= Exercise instructions =
Each line of the data should be given again exactly.
BEGIN Data for analysis
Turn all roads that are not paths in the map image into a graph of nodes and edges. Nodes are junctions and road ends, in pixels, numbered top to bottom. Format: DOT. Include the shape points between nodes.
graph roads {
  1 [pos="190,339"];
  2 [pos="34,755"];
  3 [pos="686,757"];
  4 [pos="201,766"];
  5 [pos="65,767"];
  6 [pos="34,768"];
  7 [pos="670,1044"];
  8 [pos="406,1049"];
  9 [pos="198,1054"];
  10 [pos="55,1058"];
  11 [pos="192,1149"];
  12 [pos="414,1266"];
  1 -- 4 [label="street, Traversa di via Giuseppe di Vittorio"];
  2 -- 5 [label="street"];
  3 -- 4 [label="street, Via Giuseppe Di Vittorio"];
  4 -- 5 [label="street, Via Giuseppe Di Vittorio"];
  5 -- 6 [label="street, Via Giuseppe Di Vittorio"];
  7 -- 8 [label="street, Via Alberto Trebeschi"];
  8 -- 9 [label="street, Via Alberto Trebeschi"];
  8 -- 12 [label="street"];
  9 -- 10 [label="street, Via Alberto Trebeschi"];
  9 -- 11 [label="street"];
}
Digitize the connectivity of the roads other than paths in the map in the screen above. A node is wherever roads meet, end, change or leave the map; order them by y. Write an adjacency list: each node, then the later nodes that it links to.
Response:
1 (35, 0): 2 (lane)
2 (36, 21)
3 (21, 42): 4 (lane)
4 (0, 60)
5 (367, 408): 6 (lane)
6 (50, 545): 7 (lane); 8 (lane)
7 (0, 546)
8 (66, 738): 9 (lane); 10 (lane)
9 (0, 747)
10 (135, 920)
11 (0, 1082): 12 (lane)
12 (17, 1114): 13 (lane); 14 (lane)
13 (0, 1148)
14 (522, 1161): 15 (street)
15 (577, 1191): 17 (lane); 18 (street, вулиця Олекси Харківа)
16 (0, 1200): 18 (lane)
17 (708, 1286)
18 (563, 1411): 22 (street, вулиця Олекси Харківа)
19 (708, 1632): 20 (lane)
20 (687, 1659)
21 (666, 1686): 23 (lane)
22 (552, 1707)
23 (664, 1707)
END Data for analysis
= Exercise answer =
Turn all roads that are not paths in the map image into a graph of nodes and edges. Nodes are junctions and road ends, in pixels, numbered top to bottom. Format: DOT. Include the shape points between nodes.
graph roads {
  1 [pos="190,339"];
  2 [pos="34,755"];
  3 [pos="686,757"];
  4 [pos="201,766"];
  5 [pos="65,767"];
  6 [pos="34,768"];
  7 [pos="670,1044"];
  8 [pos="406,1049"];
  9 [pos="198,1054"];
  10 [pos="55,1058"];
  11 [pos="192,1149"];
  12 [pos="414,1266"];
  1 -- 4 [label="street, Traversa di via Giuseppe di Vittorio"];
  2 -- 5 [label="street"];
  3 -- 4 [label="street, Via Giuseppe Di Vittorio"];
  4 -- 5 [label="street, Via Giuseppe Di Vittorio"];
  5 -- 6 [label="street, Via Giuseppe Di Vittorio"];
  7 -- 8 [label="street, Via Alberto Trebeschi"];
  8 -- 9 [label="street, Via Alberto Trebeschi"];
  8 -- 12 [label="street"];
  9 -- 10 [label="street, Via Alberto Trebeschi"];
  9 -- 11 [label="street"];
}
Digitize the connectivity of the roads other than paths in the map in the screen above. A node is wherever roads meet, end, change or leave the map; order them by y. Write an adjacency list: each node, then the later nodes that it links to.
Response:
1 (35, 0): 2 (lane)
2 (36, 21)
3 (21, 42): 4 (lane)
4 (0, 60)
5 (367, 408): 6 (lane)
6 (50, 545): 7 (lane); 8 (lane)
7 (0, 546)
8 (66, 738): 9 (lane); 10 (lane)
9 (0, 747)
10 (135, 920)
11 (0, 1082): 12 (lane)
12 (17, 1114): 13 (lane); 14 (lane)
13 (0, 1148)
14 (522, 1161): 15 (street)
15 (577, 1191): 17 (lane); 18 (street, вулиця Олекси Харківа)
16 (0, 1200): 18 (lane)
17 (708, 1286)
18 (563, 1411): 22 (street, вулиця Олекси Харківа)
19 (708, 1632): 20 (lane)
20 (687, 1659)
21 (666, 1686): 23 (lane)
22 (552, 1707)
23 (664, 1707)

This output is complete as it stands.